La cantautora Brennan Wedl, originaria de Nashville, publica hoy su álbum homónimo y estrena de manera simultánea el sencillo «High Priestess». El material discográfico llega acompañado por la exploración de la espiritualidad, el empoderamiento y la liberación de las expectativas ajenas.
Sobre el nuevo corte promocional, Wedl explica: “’High Priestess’ presenta la perspectiva de alguien detrás del volante durante un recorrido nocturno y sin rumbo por la ciudad”. La autora detalla que “’Salir a dar una vuelta’ suele ser un código para tratar de resolver algunos ¡PROBLEMAS! Desde la perspectiva del tarot, quien narra oculta la intuición profunda y casi sobrenatural de la carta de la Sacerdotisa bajo sus propios intereses humanos. La manera en la que negocia con el pasado refleja el Dos de Espadas y el Mago: hace cualquier cosa para ocultar una realidad que sencillamente no puede aceptar. ¿Qué te lleva a conducir por la calle donde vivías antes? La Sacerodisa no va a endulzar la verdad: es hora de seguir adelante”.

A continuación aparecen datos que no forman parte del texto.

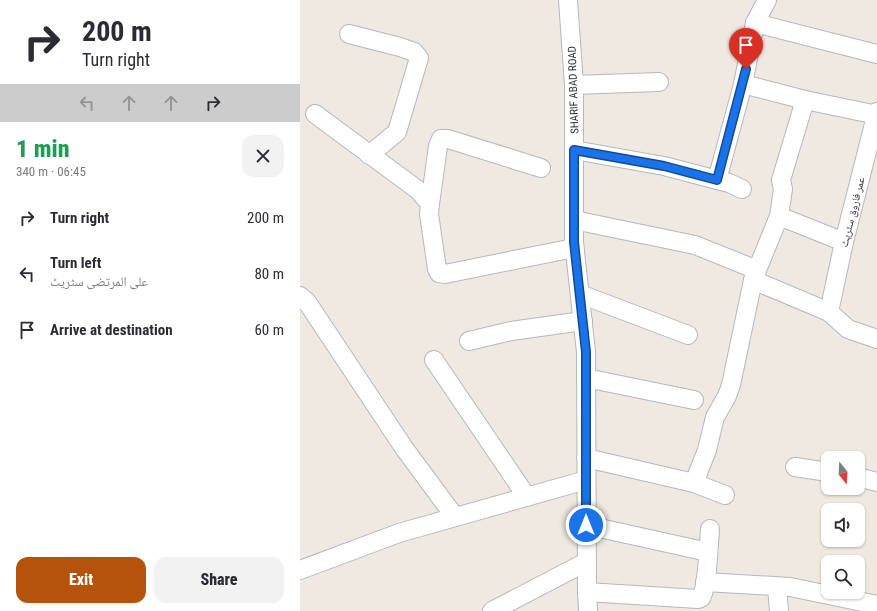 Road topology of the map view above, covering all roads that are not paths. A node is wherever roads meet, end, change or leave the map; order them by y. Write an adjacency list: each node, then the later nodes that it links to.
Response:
1 (568, 0): 8 (street, SHARIF ABAD ROAD)
2 (766, 0): 3 (street)
3 (756, 23): 5 (street); 7 (street)
4 (349, 34): 13 (street)
5 (877, 54)
6 (659, 82): 8 (street)
7 (743, 84): 9 (street); 15 (street)
8 (574, 85): 12 (street, SHARIF ABAD ROAD)
9 (805, 100): 11 (street); 18 (street)
10 (315, 114): 13 (street)
11 (877, 114): 20 (street, عمر فاروق سٹریٹ)
12 (574, 150): 15 (street); 19 (street, SHARIF ABAD ROAD)
13 (369, 155): 17 (street)
14 (541, 168): 17 (street)
15 (717, 180): 16 (street)
16 (742, 189)
17 (430, 204): 21 (street)
18 (779, 216): 20 (street); 22 (street)
19 (574, 220): 21 (street, SHARIF ABAD ROAD); 22 (street)
20 (844, 242): 25 (street, عمر فاروق سٹریٹ)
21 (574, 248): 23 (street, SHARIF ABAD ROAD)
22 (755, 275): 25 (street); 38 (street)
23 (580, 294): 26 (street, SHARIF ABAD ROAD); 27 (street)
24 (300, 296): 42 (street)
25 (829, 312): 28 (street)
26 (583, 321): 29 (street); 31 (street, SHARIF ABAD ROAD)
27 (688, 335)
28 (877, 339)
29 (468, 341)
30 (434, 360): 41 (street)
31 (586, 378): 32 (street); 33 (street, SHARIF ABAD ROAD)
32 (694, 400)
33 (586, 458): 37 (street, SHARIF ABAD ROAD); 38 (street)
34 (795, 466): 35 (street)
35 (821, 471)
36 (865, 479): 39 (street)
37 (586, 480): 41 (street); 43 (street, SHARIF ABAD ROAD)
38 (694, 482): 40 (street)
39 (877, 482)
40 (725, 495)
41 (526, 497): 42 (street)
42 (455, 517): 47 (street)
43 (586, 525): 45 (street); 46 (street, SHARIF ABAD ROAD)
44 (710, 529): 45 (street)
45 (708, 552): 48 (street)
46 (586, 562): 50 (street, SHARIF ABAD ROAD); 52 (street)
47 (300, 570)
48 (705, 582): 49 (street); 50 (street)
49 (777, 587): 51 (street); 54 (street)
50 (586, 592): 53 (street, SHARIF ABAD ROAD)
51 (877, 605)
52 (492, 611)
53 (588, 611)
54 (779, 611)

Colaboración y el sonido «grungetry»
Para la creación de este nuevo trabajo discográfico, Wedl convocó a Katie Crutchfield (Waxahatchee) y Brad Cook (Bon Iver, Hurray for the Riff Raff, Mavis Staples) para coproducir y tocar en el álbum. El proceso de grabación también contó con la participación de los instrumentistas Colin Croom, Lindsey Jordan (Snail Mail) y Matt McCaughan. Las sesiones se llevaron a cabo durante una estancia de 10 días en el estudio de Cook en Durham, Carolina del Norte, donde el grupo definió un punto medio entre el punk, el grunge y el Americana al que llaman afectuosamente «grungetry».
El álbum incluye un total de trece canciones que reflejan una antología de despertar espiritual. El listado de temas comprende «Scorpio», «I Know How This Goes», «Pretty Little Fantasy», «High Priestess», «Tasmanian Devil», «Just Another Daddy Who Did Me Wrong», «Let’s Be Models», «Airplane Movies», «I Wanna Be Your TV», «Fake Cowboy», «Two Dollar Pistol», «June Gloom» y «When The Crazy Comes Out».
Reflexionando sobre su evolución personal y artística en esta etapa, la compositora de 29 años señala: “Antes me acobardaba ante la posibilidad de que me percibieran como algo menos que un encanto”. Ante la naturaleza vergonzosa e imprudente de crecer, Wedl concluye: “El arquetipo de papá es algo que he buscado toda mi vida, pero resulta que el papá al que buscaba siempre fui yo. Sé tu propio papá”.